Rohan Chaudhury


2024

pdf bib
DACL: Disfluency Augmented Curriculum Learning for Fluent Text Generation
Rohan Chaudhury | Maria Teleki | Xiangjue Dong | James Caverlee
Proceedings of the 2024 Joint International Conference on Computational Linguistics, Language Resources and Evaluation (LREC-COLING 2024)

Voice-driven software systems are in abundance. However, language models that power these systems are traditionally trained on fluent, written text corpora. Hence there can be a misalignment between the inherent disfluency of transcribed spoken content and the fluency of the written training data. Furthermore, gold-standard disfluency annotations of various complexities for incremental training can be expensive to collect. So, we propose in this paper a Disfluency Augmented Curriculum Learning (DACL) approach to tackle the complex structure of disfluent sentences and generate fluent texts from them, by using Curriculum Learning (CL) coupled with our synthetically augmented disfluent texts of various levels.

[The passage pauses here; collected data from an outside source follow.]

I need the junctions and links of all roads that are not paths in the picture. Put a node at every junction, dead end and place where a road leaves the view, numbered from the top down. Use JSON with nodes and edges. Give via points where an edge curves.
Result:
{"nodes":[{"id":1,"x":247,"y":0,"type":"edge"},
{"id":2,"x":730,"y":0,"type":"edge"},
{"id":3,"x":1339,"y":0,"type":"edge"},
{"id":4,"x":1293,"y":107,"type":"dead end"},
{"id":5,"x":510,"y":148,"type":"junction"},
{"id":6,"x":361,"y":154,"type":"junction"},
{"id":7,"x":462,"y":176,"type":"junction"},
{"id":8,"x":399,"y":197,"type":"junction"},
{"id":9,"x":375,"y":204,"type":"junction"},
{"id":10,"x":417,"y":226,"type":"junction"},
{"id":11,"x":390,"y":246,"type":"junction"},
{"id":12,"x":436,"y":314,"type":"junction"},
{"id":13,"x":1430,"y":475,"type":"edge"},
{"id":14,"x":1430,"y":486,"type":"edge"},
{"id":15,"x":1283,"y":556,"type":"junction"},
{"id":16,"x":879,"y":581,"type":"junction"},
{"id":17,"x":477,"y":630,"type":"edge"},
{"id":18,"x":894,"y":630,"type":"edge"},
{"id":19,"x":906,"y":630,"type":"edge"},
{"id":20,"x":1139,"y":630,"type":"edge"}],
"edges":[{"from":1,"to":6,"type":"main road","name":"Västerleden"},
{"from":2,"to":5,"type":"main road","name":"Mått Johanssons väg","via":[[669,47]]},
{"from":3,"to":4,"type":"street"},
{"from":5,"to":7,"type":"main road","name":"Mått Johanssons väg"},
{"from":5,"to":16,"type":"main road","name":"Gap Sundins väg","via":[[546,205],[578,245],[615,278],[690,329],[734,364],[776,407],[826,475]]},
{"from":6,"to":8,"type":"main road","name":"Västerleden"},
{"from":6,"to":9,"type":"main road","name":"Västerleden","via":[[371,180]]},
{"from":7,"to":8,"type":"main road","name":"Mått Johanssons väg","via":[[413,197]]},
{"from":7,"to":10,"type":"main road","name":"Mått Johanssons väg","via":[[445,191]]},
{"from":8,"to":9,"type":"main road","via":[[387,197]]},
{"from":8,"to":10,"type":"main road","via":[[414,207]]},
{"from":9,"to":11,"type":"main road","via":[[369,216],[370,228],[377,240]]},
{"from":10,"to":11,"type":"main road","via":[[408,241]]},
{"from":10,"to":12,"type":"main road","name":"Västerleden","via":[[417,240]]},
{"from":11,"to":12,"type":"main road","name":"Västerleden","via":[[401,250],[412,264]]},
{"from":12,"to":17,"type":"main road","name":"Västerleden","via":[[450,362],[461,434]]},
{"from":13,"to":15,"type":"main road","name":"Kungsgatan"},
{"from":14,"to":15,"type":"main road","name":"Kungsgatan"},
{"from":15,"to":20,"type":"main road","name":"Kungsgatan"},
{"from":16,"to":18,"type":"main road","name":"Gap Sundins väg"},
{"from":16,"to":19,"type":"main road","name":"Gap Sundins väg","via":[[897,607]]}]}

DACL harnesses the tiered structure of our generated synthetic disfluent data using CL, by training the model on basic samples (i.e. more fluent) first before training it on more complex samples (i.e. more disfluent). In contrast to the random data exposure paradigm, DACL focuses on a simple-to-complex learning process. We comprehensively evaluate DACL on Switchboard Penn Treebank-3 and compare it to the state-of-the-art disfluency removal models. Our model surpasses existing techniques in word-based precision (by up to 1%) and has shown favorable recall and F1 scores.